» The task:
Each entry should be duplicated exactly, with no line missing.

» Task input:
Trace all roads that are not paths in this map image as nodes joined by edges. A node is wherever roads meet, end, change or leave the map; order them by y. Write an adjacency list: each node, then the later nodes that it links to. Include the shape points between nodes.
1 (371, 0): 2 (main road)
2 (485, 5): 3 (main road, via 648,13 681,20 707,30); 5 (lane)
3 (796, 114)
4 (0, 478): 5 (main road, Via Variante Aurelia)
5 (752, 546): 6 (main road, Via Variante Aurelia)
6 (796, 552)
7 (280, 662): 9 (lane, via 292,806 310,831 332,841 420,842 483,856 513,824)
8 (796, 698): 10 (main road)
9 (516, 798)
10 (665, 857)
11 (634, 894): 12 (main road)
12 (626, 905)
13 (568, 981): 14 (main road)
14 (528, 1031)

» Task output:
Trace all roads that are not paths in this map image as nodes joined by edges. A node is wherever roads meet, end, change or leave the map; order them by y. Write an adjacency list: each node, then the later nodes that it links to. Include the shape points between nodes.
1 (371, 0): 2 (main road)
2 (485, 5): 3 (main road, via 648,13 681,20 707,30); 5 (lane)
3 (796, 114)
4 (0, 478): 5 (main road, Via Variante Aurelia)
5 (752, 546): 6 (main road, Via Variante Aurelia)
6 (796, 552)
7 (280, 662): 9 (lane, via 292,806 310,831 332,841 420,842 483,856 513,824)
8 (796, 698): 10 (main road)
9 (516, 798)
10 (665, 857)
11 (634, 894): 12 (main road)
12 (626, 905)
13 (568, 981): 14 (main road)
14 (528, 1031)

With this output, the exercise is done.